Start of The data
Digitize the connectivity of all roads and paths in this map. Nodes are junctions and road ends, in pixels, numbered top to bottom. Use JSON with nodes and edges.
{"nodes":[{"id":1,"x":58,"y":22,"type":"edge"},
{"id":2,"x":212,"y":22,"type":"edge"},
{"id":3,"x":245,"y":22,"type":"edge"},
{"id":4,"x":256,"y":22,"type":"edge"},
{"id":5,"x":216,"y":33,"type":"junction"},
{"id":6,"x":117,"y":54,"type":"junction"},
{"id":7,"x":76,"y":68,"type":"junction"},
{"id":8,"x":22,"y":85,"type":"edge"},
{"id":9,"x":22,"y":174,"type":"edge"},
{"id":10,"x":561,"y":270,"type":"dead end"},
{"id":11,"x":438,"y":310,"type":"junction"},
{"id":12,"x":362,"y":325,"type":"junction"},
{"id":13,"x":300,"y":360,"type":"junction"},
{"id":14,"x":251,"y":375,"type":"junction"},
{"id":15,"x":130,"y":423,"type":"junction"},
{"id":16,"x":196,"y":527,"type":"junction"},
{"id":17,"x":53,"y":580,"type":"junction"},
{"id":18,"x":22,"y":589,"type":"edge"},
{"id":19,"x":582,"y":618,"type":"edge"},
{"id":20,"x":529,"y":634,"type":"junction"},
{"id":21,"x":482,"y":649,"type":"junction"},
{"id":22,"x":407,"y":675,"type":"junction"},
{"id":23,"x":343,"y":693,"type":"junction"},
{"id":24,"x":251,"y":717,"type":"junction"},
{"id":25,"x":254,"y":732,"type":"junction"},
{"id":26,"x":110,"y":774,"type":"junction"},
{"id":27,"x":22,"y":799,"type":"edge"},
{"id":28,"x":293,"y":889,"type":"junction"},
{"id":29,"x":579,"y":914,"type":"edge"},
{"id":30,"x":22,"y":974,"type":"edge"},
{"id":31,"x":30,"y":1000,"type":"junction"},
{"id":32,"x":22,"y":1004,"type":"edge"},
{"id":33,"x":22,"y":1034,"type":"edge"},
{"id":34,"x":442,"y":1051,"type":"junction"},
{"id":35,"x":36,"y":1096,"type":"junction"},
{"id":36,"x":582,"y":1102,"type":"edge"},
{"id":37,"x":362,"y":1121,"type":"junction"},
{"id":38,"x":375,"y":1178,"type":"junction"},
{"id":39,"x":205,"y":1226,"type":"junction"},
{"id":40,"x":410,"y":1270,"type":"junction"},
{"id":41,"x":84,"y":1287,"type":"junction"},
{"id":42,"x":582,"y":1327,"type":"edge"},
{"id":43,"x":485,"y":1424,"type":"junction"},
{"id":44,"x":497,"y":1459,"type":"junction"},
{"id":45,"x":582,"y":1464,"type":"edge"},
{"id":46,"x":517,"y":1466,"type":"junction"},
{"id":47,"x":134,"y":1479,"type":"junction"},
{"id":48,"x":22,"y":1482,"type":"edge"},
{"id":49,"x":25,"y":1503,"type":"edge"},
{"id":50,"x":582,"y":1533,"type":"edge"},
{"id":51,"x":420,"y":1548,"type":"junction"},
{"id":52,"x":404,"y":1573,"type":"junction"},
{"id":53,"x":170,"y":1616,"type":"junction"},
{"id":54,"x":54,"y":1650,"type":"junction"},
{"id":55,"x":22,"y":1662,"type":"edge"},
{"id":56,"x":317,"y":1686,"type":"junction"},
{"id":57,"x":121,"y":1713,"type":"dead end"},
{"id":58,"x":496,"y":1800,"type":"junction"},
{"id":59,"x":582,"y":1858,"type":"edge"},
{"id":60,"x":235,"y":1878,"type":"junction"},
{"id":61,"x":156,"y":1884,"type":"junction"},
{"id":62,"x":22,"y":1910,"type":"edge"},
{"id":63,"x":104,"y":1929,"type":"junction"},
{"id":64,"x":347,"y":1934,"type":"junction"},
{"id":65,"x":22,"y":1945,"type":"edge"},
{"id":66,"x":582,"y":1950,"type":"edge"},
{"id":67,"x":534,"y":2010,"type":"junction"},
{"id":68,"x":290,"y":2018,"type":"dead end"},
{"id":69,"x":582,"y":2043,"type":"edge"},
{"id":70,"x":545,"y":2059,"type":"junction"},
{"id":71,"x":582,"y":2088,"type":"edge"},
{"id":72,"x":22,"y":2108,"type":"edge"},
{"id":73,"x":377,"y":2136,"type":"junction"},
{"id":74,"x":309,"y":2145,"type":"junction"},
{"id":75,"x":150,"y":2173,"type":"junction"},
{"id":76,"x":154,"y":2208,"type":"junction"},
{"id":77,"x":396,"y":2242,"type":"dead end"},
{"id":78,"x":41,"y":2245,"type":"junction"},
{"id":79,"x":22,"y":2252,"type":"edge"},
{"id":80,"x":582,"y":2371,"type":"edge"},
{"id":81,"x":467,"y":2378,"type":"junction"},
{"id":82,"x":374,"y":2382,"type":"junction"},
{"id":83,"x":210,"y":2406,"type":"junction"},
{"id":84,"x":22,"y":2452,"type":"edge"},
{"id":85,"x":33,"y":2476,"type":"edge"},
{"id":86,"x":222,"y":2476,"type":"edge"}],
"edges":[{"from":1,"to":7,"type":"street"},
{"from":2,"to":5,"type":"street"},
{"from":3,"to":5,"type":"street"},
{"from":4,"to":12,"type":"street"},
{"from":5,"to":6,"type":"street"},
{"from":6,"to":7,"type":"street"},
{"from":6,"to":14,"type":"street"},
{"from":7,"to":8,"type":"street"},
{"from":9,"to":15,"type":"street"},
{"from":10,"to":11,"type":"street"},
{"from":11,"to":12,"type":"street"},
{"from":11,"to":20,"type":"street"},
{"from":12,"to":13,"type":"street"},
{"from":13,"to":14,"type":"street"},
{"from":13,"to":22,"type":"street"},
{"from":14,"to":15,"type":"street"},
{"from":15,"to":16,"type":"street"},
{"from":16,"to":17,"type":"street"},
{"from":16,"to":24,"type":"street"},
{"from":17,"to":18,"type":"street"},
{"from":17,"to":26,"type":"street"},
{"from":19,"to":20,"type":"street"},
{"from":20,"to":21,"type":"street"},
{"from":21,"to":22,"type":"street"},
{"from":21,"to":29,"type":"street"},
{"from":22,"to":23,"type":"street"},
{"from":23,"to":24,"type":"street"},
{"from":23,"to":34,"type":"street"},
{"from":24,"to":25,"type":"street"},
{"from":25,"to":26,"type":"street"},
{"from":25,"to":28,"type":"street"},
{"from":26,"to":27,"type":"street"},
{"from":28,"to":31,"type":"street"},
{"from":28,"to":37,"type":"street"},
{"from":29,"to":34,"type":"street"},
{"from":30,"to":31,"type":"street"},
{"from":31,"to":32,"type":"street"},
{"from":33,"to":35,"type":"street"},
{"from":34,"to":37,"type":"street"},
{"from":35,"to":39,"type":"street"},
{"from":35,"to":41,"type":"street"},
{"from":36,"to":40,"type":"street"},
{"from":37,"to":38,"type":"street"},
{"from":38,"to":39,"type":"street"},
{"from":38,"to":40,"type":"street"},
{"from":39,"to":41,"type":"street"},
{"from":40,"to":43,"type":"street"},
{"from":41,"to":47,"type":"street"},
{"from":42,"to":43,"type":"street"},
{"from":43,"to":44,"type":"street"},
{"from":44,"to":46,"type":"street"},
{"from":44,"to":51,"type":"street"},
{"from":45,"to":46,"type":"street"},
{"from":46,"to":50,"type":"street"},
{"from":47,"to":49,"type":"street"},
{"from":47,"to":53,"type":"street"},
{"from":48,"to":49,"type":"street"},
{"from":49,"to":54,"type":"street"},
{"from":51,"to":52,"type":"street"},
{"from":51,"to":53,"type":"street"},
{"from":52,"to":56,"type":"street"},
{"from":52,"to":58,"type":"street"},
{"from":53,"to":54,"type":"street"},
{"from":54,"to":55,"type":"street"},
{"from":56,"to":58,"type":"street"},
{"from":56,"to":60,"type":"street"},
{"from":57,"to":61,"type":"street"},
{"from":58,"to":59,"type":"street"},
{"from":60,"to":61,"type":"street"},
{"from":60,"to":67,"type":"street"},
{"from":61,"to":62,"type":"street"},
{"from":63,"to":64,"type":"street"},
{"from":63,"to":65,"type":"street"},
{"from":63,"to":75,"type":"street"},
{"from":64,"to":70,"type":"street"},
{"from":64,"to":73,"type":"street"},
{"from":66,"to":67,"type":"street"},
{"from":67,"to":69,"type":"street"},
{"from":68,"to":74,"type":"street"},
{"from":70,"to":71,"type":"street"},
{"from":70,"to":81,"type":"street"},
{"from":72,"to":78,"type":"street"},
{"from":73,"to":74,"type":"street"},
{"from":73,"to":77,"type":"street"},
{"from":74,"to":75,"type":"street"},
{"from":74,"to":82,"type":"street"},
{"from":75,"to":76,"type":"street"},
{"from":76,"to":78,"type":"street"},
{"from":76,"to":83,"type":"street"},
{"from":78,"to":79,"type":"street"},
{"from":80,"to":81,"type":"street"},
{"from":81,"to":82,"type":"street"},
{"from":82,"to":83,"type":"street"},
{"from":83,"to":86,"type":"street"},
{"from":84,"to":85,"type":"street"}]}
End of The data
The expected answer is a copy of each line in the records that holds the word "edges".

--- Exercise solution ---
Digitize the connectivity of all roads and paths in this map. Nodes are junctions and road ends, in pixels, numbered top to bottom. Use JSON with nodes and edges.
"edges":[{"from":1,"to":7,"type":"street"},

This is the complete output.